Tuesday, August 16, 2016

Akhir Musim Panas, Tarian Aceh Hibur Warga Denmark


Musim panas kali ini hadir di Denmark sedikit berbeda, lebih singkat dari biasanya. Namun, masyarakat Denmark sudah mengantisipasinya. Salah satunya mengadakan acara musim panas lebih awal dan dimanfaatkan oleh mereka dengan sebaiknya, dengan beragam kegiatan yang diadakan di berbagai tempat, seperti di tengah kota, di taman, ataupun tempat-tempat yang disediakan.
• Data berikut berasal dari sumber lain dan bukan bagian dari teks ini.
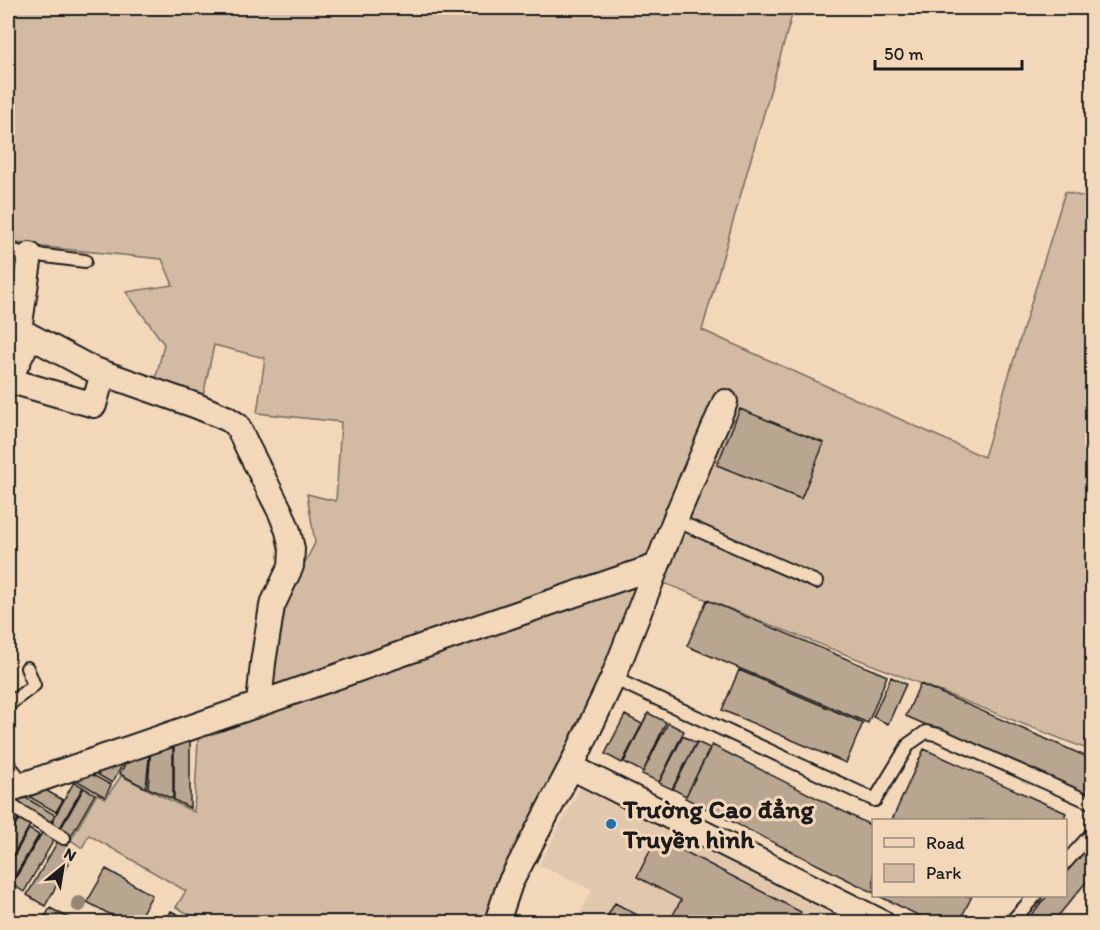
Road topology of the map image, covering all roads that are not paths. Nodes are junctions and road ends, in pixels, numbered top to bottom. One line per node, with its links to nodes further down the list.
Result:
1 (19, 252): 2 (lane); 3 (street)
2 (85, 261)
3 (30, 336): 4 (street); 5 (street)
4 (103, 373): 5 (street); 12 (street)
5 (8, 380)
6 (725, 402): 7 (street)
7 (675, 520): 8 (street); 9 (lane)
8 (657, 566): 11 (street); 12 (street)
9 (816, 582)
10 (27, 668): 13 (lane)
11 (613, 678): 15 (street); 17 (lane)
12 (259, 704): 16 (street)
13 (8, 705)
14 (8, 764): 16 (lane)
15 (571, 767): 23 (street); 24 (street)
16 (16, 787)
17 (1092, 803)
18 (8, 804): 20 (lane)
19 (1092, 833): 21 (lane)
20 (64, 838)
21 (1067, 860)
22 (1034, 897): 25 (lane)
23 (497, 922)
24 (881, 922)
25 (1011, 922)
Demikian acaranya juga sangat beragam, mulai dari olah raga, pameran, kegiatan sosial hingga tampilan seni dan budaya. 

Siang itu di Kota Aalborg, salah satu kegiatan yang diadakan pada akhir minggu bulan Juli ini adalah keanekaragaman seni dan budaya “Mangfo Idighedsdag 2016” atas kerjasama 6 organisasi internasional, antara lain Red Cross, Red Barnet Ungdom, Ungdommens Red Cross, Asylforum (Forum Suaka Politik), DFUNK, Danske Handicaporganisationer (Organisasi untuk orang cacat dan difabilitas), dan Network Dobbeltminoriteter (Gabungan organisasi minoritas) yang terdiri dari 9 organisasi, salah satunya  World Acehnese Association (WAA)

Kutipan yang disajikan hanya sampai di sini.